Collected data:
#####

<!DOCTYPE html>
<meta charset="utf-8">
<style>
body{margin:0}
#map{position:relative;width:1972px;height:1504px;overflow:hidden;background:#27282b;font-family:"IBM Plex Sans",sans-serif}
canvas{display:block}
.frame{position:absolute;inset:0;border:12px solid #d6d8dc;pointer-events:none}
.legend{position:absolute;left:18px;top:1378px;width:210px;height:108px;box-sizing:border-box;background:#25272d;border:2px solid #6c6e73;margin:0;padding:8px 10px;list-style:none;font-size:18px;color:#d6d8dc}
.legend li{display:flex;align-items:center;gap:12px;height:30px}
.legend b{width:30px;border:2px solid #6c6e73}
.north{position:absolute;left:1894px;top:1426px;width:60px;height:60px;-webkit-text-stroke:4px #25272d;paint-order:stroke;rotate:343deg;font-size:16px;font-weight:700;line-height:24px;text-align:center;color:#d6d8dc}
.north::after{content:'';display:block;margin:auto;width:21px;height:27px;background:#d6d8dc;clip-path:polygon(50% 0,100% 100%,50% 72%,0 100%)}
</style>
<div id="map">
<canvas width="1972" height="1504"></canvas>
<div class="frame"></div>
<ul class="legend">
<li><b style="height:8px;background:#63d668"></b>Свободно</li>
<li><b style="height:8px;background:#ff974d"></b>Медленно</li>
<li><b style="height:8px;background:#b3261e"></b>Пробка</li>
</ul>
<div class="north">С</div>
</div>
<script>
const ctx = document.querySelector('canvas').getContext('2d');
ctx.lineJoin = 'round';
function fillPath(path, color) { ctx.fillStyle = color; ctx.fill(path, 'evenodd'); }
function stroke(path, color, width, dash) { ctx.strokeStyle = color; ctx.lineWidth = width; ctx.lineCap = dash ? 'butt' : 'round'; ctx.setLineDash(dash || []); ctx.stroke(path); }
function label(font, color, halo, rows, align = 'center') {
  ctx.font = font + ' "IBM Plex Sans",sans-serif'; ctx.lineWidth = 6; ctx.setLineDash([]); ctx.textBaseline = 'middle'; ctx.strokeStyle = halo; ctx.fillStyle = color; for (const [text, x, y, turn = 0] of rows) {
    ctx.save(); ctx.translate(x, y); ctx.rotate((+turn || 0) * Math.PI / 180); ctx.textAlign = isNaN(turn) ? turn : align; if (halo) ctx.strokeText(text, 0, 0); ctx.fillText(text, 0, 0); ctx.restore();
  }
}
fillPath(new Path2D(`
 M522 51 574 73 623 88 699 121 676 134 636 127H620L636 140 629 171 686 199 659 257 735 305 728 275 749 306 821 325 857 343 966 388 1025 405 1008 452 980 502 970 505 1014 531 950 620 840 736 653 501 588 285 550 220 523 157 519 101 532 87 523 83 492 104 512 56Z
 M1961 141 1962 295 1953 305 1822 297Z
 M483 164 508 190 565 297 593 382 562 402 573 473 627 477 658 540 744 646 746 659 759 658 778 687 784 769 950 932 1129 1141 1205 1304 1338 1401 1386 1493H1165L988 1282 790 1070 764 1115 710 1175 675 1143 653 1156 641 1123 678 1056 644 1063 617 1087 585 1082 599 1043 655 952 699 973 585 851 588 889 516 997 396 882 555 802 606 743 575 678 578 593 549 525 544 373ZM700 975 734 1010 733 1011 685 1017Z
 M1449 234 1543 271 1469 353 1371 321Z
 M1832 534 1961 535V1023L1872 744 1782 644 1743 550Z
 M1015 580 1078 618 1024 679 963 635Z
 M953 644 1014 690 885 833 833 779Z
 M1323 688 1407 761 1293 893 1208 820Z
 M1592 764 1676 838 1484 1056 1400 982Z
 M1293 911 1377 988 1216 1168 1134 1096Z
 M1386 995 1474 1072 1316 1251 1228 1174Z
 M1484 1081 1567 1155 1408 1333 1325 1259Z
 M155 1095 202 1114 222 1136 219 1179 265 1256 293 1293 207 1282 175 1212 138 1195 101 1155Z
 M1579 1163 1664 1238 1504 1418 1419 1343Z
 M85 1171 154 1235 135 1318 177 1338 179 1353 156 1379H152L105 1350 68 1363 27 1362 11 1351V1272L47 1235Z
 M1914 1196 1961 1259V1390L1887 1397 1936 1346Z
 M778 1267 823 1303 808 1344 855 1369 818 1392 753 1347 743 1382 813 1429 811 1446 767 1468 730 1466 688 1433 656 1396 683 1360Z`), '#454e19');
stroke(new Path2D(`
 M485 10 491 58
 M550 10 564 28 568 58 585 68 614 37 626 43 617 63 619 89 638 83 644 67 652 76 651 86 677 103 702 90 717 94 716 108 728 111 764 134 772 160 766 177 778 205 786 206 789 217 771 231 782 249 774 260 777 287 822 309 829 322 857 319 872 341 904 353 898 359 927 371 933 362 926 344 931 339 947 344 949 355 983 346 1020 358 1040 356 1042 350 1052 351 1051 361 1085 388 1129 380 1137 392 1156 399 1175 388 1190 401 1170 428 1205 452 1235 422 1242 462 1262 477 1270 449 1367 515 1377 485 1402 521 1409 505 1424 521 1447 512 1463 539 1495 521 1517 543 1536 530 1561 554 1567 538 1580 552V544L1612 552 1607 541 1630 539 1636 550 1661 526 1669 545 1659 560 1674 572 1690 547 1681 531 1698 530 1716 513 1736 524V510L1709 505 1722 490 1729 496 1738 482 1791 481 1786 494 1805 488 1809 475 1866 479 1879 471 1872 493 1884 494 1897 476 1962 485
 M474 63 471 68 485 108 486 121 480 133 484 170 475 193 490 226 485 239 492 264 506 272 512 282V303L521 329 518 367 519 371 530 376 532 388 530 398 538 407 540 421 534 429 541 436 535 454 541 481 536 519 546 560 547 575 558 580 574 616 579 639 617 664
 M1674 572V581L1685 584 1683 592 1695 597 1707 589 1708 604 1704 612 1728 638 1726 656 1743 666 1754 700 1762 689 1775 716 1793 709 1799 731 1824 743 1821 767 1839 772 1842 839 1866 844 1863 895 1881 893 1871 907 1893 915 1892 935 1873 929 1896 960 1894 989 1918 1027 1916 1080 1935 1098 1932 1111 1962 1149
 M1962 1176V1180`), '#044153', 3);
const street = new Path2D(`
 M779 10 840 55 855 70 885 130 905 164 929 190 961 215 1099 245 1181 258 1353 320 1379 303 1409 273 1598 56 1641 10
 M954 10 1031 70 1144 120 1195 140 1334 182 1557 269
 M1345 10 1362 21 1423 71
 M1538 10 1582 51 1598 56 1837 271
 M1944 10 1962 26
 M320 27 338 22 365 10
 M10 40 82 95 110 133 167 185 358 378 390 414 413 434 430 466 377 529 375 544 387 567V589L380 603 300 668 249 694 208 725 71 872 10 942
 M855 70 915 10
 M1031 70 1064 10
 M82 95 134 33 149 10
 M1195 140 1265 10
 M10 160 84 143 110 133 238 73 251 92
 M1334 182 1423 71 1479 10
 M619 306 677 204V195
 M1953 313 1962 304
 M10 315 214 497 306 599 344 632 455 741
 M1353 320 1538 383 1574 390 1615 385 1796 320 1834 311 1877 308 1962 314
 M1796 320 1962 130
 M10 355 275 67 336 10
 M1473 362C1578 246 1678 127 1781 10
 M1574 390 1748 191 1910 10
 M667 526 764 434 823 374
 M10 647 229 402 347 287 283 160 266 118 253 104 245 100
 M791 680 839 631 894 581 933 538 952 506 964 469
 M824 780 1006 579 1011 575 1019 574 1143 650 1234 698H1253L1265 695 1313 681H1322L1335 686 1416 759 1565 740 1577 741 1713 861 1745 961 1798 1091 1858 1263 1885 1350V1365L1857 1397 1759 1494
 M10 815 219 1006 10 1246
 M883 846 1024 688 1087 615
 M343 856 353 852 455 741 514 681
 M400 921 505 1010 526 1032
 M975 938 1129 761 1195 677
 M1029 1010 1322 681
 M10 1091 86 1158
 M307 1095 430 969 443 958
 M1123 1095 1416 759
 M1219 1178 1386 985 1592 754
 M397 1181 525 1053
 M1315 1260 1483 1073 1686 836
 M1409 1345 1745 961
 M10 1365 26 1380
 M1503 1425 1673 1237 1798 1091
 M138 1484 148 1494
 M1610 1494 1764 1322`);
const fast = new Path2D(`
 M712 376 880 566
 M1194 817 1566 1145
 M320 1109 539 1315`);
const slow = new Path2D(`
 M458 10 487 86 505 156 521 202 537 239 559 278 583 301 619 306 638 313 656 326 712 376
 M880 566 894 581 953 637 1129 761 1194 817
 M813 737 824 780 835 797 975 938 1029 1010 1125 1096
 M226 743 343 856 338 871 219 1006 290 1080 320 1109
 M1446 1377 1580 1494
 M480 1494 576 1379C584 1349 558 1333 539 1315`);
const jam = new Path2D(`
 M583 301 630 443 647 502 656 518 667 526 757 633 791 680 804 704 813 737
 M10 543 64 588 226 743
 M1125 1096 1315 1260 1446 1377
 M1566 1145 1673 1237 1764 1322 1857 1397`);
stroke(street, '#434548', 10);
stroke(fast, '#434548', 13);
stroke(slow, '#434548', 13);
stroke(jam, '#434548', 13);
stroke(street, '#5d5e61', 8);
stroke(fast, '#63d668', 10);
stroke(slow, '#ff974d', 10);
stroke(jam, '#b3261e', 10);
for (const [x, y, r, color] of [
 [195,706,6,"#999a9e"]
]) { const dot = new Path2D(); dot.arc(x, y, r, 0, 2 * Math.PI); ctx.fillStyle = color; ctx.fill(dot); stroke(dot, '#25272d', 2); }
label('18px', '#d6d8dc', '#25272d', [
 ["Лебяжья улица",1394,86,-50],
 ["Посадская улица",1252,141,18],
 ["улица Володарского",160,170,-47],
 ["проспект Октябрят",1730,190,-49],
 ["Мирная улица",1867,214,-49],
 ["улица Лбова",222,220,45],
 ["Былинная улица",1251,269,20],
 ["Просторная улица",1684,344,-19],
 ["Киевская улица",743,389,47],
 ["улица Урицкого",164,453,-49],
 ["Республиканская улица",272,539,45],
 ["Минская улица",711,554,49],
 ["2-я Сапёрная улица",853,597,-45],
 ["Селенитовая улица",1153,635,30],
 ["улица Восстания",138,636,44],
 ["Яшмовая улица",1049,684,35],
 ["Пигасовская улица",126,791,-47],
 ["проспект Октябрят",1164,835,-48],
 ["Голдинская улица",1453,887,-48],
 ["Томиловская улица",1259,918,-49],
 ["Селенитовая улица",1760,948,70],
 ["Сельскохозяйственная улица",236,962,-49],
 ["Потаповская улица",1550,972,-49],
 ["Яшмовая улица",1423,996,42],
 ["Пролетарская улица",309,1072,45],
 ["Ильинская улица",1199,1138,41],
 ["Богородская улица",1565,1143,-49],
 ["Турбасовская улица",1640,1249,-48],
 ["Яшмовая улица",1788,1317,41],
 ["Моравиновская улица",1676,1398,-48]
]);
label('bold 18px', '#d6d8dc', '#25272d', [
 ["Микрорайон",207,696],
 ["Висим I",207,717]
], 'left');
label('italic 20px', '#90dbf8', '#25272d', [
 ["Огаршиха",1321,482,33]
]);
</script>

#####

▸ How to complete this task
Copy, please, exactly the lines that start at the first line of the data and end at the line containing "function stroke(path, color, width, dash)", both kept and no others.

▸ Result for this exercise
<!DOCTYPE html>
<meta charset="utf-8">
<style>
body{margin:0}
#map{position:relative;width:1972px;height:1504px;overflow:hidden;background:#27282b;font-family:"IBM Plex Sans",sans-serif}
canvas{display:block}
.frame{position:absolute;inset:0;border:12px solid #d6d8dc;pointer-events:none}
.legend{position:absolute;left:18px;top:1378px;width:210px;height:108px;box-sizing:border-box;background:#25272d;border:2px solid #6c6e73;margin:0;padding:8px 10px;list-style:none;font-size:18px;color:#d6d8dc}
.legend li{display:flex;align-items:center;gap:12px;height:30px}
.legend b{width:30px;border:2px solid #6c6e73}
.north{position:absolute;left:1894px;top:1426px;width:60px;height:60px;-webkit-text-stroke:4px #25272d;paint-order:stroke;rotate:343deg;font-size:16px;font-weight:700;line-height:24px;text-align:center;color:#d6d8dc}
.north::after{content:'';display:block;margin:auto;width:21px;height:27px;background:#d6d8dc;clip-path:polygon(50% 0,100% 100%,50% 72%,0 100%)}
</style>
<div id="map">
<canvas width="1972" height="1504"></canvas>
<div class="frame"></div>
<ul class="legend">
<li><b style="height:8px;background:#63d668"></b>Свободно</li>
<li><b style="height:8px;background:#ff974d"></b>Медленно</li>
<li><b style="height:8px;background:#b3261e"></b>Пробка</li>
</ul>
<div class="north">С</div>
</div>
<script>
const ctx = document.querySelector('canvas').getContext('2d');
ctx.lineJoin = 'round';
function fillPath(path, color) { ctx.fillStyle = color; ctx.fill(path, 'evenodd'); }
function stroke(path, color, width, dash) { ctx.strokeStyle = color; ctx.lineWidth = width; ctx.lineCap = dash ? 'butt' : 'round'; ctx.setLineDash(dash || []); ctx.stroke(path); }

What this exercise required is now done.